** Opening DATA EXTRACT block **

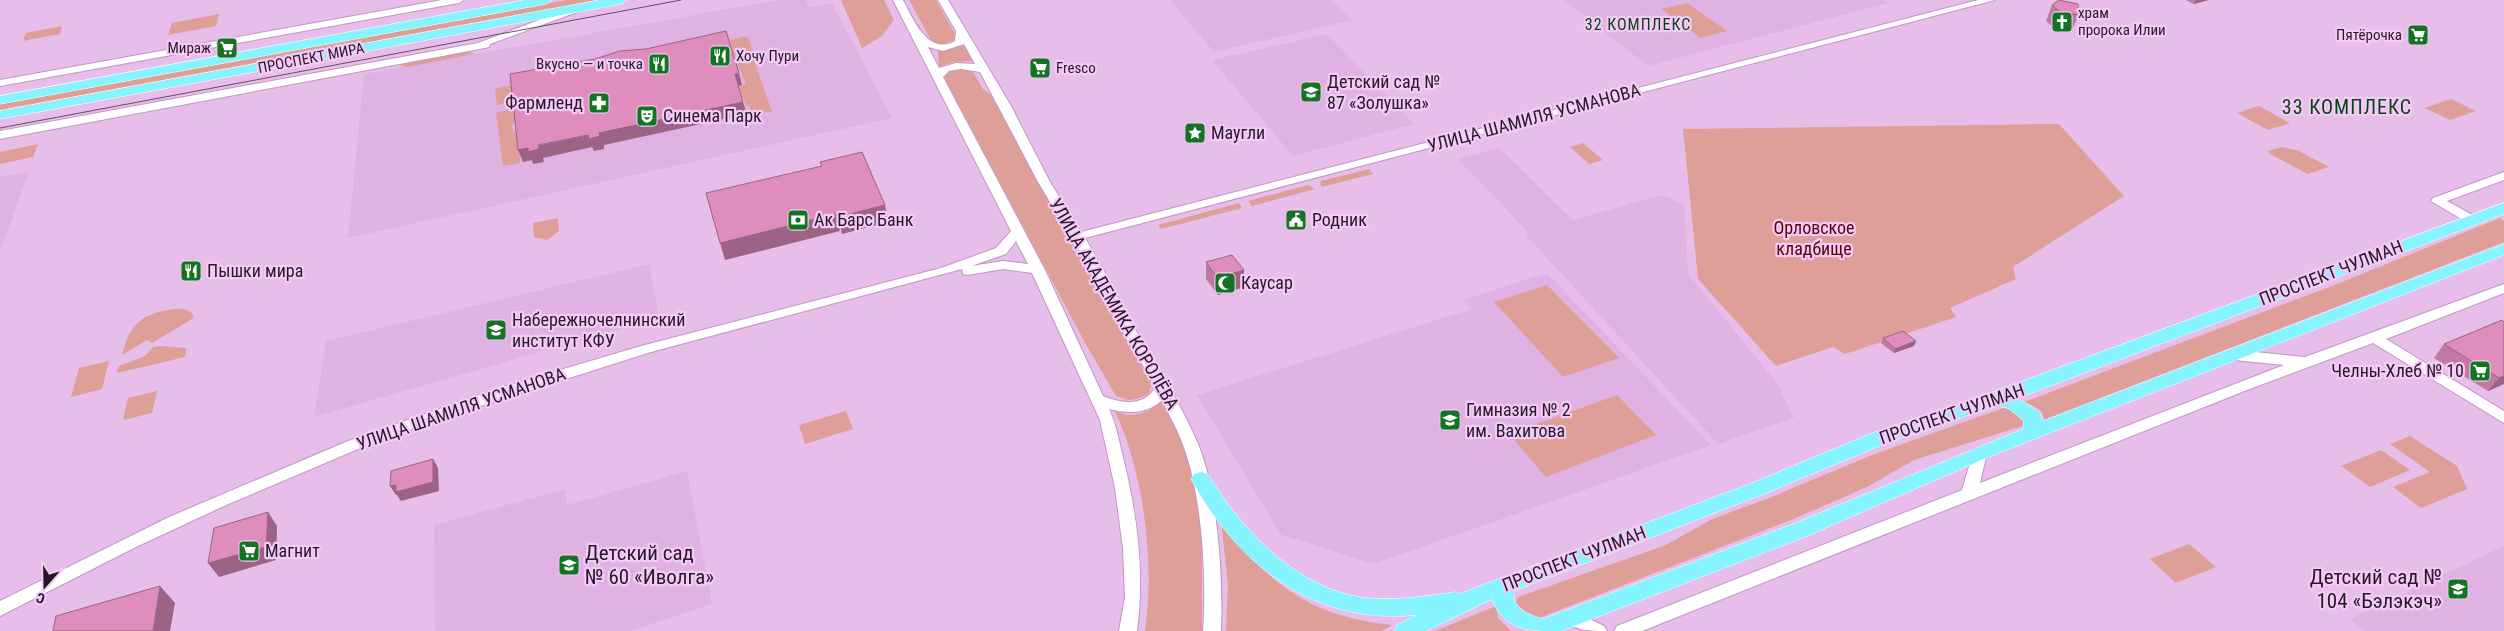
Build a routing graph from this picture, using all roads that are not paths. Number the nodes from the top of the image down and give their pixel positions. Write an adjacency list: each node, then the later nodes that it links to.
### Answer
1 (459, 0): 12 (street)
2 (546, 0): 13 (main road, ПРОСПЕКТ МИРА)
3 (621, 0): 7 (main road, ПРОСПЕКТ МИРА)
4 (898, 0): 8 (street)
5 (943, 0): 9 (street, УЛИЦА АКАДЕМИКА КОРОЛЁВА)
6 (1990, 0): 22 (street, УЛИЦА ШАМИЛЯ УСМАНОВА)
7 (578, 8): 14 (main road, ПРОСПЕКТ МИРА); 16 (street)
8 (914, 31): 9 (street); 11 (street)
9 (962, 32): 10 (street, УЛИЦА АКАДЕМИКА КОРОЛЁВА)
10 (984, 70): 11 (street); 22 (street, УЛИЦА АКАДЕМИКА КОРОЛЁВА)
11 (938, 78): 21 (street)
12 (0, 83)
13 (0, 100)
14 (0, 115)
15 (0, 128): 16 (street)
16 (25, 130): 17 (street)
17 (0, 135)
18 (2504, 176): 20 (street)
19 (2504, 208): 20 (main road, ПРОСПЕКТ ЧУЛМАН)
20 (2472, 220): 31 (main road, ПРОСПЕКТ ЧУЛМАН)
21 (1017, 231): 24 (street); 25 (street, УЛИЦА ШАМИЛЯ УСМАНОВА)
22 (1079, 236): 30 (street, УЛИЦА АКАДЕМИКА КОРОЛЁВА)
23 (2504, 250): 28 (main road)
24 (1038, 270): 25 (street, УЛИЦА ШАМИЛЯ УСМАНОВА); 32 (street)
25 (945, 271): 40 (street, УЛИЦА ШАМИЛЯ УСМАНОВА)
26 (2504, 288): 27 (street)
27 (2373, 337): 29 (street); 33 (street)
28 (2234, 354): 29 (street); 34 (main road)
29 (2309, 362): 37 (street)
30 (1163, 386): 32 (street); 36 (street, УЛИЦА АКАДЕМИКА КОРОЛЁВА)
31 (1995, 399): 34 (main road); 38 (main road, ПРОСПЕКТ ЧУЛМАН)
32 (1097, 400): 43 (street)
33 (2504, 418)
34 (2029, 434): 35 (main road)
35 (1978, 453): 37 (street); 41 (main road)
36 (1201, 479): 39 (main road); 44 (street, УЛИЦА АКАДЕМИКА КОРОЛЁВА)
37 (1969, 494): 47 (street)
38 (1506, 585): 39 (main road, ПРОСПЕКТ ЧУЛМАН); 42 (main road)
39 (1471, 598): 45 (main road, ПРОСПЕКТ ЧУЛМАН)
40 (0, 609)
41 (1573, 618): 42 (main road); 46 (street)
42 (1540, 630)
43 (1128, 631)
44 (1212, 631)
45 (1405, 631)
46 (1598, 631)
47 (1623, 631)

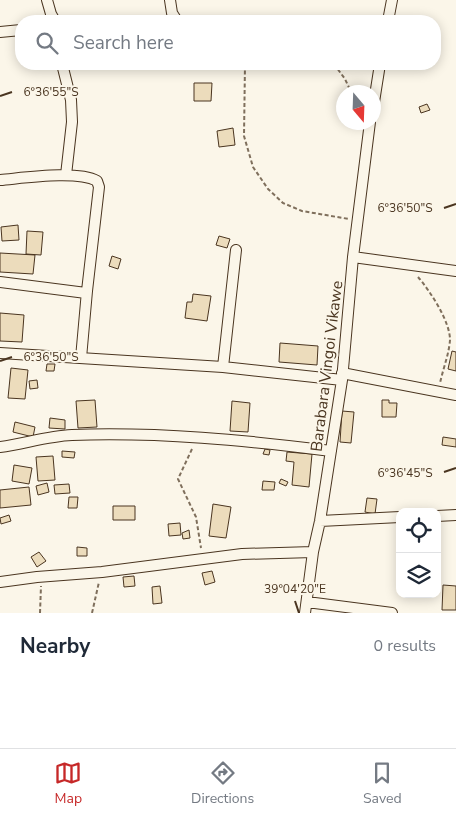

** Closing DATA EXTRACT block **

REQUIRED WORK: Return the entries above exactly as they appear. Pictures should not be copied.

EXPECTED ANSWER:
Build a routing graph from this picture, using all roads that are not paths. Number the nodes from the top of the image down and give their pixel positions. Write an adjacency list: each node, then the later nodes that it links to.
### Answer
1 (459, 0): 12 (street)
2 (546, 0): 13 (main road, ПРОСПЕКТ МИРА)
3 (621, 0): 7 (main road, ПРОСПЕКТ МИРА)
4 (898, 0): 8 (street)
5 (943, 0): 9 (street, УЛИЦА АКАДЕМИКА КОРОЛЁВА)
6 (1990, 0): 22 (street, УЛИЦА ШАМИЛЯ УСМАНОВА)
7 (578, 8): 14 (main road, ПРОСПЕКТ МИРА); 16 (street)
8 (914, 31): 9 (street); 11 (street)
9 (962, 32): 10 (street, УЛИЦА АКАДЕМИКА КОРОЛЁВА)
10 (984, 70): 11 (street); 22 (street, УЛИЦА АКАДЕМИКА КОРОЛЁВА)
11 (938, 78): 21 (street)
12 (0, 83)
13 (0, 100)
14 (0, 115)
15 (0, 128): 16 (street)
16 (25, 130): 17 (street)
17 (0, 135)
18 (2504, 176): 20 (street)
19 (2504, 208): 20 (main road, ПРОСПЕКТ ЧУЛМАН)
20 (2472, 220): 31 (main road, ПРОСПЕКТ ЧУЛМАН)
21 (1017, 231): 24 (street); 25 (street, УЛИЦА ШАМИЛЯ УСМАНОВА)
22 (1079, 236): 30 (street, УЛИЦА АКАДЕМИКА КОРОЛЁВА)
23 (2504, 250): 28 (main road)
24 (1038, 270): 25 (street, УЛИЦА ШАМИЛЯ УСМАНОВА); 32 (street)
25 (945, 271): 40 (street, УЛИЦА ШАМИЛЯ УСМАНОВА)
26 (2504, 288): 27 (street)
27 (2373, 337): 29 (street); 33 (street)
28 (2234, 354): 29 (street); 34 (main road)
29 (2309, 362): 37 (street)
30 (1163, 386): 32 (street); 36 (street, УЛИЦА АКАДЕМИКА КОРОЛЁВА)
31 (1995, 399): 34 (main road); 38 (main road, ПРОСПЕКТ ЧУЛМАН)
32 (1097, 400): 43 (street)
33 (2504, 418)
34 (2029, 434): 35 (main road)
35 (1978, 453): 37 (street); 41 (main road)
36 (1201, 479): 39 (main road); 44 (street, УЛИЦА АКАДЕМИКА КОРОЛЁВА)
37 (1969, 494): 47 (street)
38 (1506, 585): 39 (main road, ПРОСПЕКТ ЧУЛМАН); 42 (main road)
39 (1471, 598): 45 (main road, ПРОСПЕКТ ЧУЛМАН)
40 (0, 609)
41 (1573, 618): 42 (main road); 46 (street)
42 (1540, 630)
43 (1128, 631)
44 (1212, 631)
45 (1405, 631)
46 (1598, 631)
47 (1623, 631)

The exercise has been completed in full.